Abstract

Abstract Behavioral and cognitive symptom severity varies widely across patients with glioma because of unknown mechanisms. The concept of cognitive reserve (CR) recognizes that there are individual differences in each person’s brain reserve capacity and this theory accounts for the common disconnection between the degree of brain injury and its symptom manifestations. CR is a fixed variable throughout an individual’s life and works by recruitment of dormant yet redundant neural networks, and by efficient information modulation. New strategies to treat cognitive impairments have been encumbered by a lack of models that accurately reflect human disease. Here, we measure the Cognitive Reserve Index (CRI) in a registry of 450 patients with WHO grade 2-4 glioma.

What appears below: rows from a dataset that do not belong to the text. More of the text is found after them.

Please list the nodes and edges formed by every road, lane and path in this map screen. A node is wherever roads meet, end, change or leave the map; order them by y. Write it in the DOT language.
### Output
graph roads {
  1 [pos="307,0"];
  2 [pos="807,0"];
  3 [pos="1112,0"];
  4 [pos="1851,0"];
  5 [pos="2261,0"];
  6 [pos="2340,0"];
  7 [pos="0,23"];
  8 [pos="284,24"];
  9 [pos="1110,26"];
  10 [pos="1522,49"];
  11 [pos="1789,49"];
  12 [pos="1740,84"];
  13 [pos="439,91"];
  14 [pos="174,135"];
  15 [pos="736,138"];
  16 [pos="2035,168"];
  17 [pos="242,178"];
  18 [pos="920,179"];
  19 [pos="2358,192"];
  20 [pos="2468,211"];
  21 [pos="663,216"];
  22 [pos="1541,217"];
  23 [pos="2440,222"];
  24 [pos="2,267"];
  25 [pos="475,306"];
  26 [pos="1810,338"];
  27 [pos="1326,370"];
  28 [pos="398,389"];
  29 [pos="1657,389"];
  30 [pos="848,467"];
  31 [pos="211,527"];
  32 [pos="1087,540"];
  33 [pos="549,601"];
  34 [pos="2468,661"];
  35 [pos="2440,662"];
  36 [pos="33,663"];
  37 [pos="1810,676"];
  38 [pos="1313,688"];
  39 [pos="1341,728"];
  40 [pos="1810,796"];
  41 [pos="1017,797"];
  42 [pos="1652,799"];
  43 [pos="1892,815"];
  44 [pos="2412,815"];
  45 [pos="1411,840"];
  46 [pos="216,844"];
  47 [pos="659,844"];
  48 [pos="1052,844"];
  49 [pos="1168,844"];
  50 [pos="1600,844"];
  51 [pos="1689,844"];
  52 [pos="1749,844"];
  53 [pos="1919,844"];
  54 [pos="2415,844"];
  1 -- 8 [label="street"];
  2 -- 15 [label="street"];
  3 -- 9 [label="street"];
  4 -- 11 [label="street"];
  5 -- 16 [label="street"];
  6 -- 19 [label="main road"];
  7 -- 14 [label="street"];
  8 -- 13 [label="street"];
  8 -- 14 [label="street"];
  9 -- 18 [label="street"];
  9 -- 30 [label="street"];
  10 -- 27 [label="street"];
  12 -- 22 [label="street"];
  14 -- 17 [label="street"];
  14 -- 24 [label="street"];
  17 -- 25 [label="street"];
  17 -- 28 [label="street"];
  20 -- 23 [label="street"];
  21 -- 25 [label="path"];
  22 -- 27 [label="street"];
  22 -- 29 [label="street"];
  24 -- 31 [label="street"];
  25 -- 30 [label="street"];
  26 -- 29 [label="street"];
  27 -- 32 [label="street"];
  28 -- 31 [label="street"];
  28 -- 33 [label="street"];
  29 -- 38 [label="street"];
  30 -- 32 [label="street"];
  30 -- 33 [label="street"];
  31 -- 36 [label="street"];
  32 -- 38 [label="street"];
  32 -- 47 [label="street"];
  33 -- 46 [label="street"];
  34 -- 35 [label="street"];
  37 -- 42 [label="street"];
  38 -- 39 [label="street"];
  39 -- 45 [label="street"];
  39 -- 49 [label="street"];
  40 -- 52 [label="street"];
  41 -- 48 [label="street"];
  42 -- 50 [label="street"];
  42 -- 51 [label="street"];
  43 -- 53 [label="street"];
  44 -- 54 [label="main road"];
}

Transient behavioral impairments were induced by anesthetic medications propofol, dexmedetomidine, and remifentanil during standard of clinical care. We administered and analyzed 48 picture naming (PN) and 32 auditory stimulus naming (AN) trials per patient both before and after drug administration with impairments defined as a decline in task performance by more than one standard deviation from the mean. We discovered that the CRI in patients with glioma follows a normal distribution, like the general US population. Next, we found a significant decline in task performance in a subgroup of patients in both PN and AN. Electrode arrays in vivo to record human local field potentials from glioma infiltrated cortex demonstrated electrophysiological biomarkers of cognitive decline. Further elucidation and validation of CR measures in patients may significantly influence the delivery and timing of cancer directed therapies.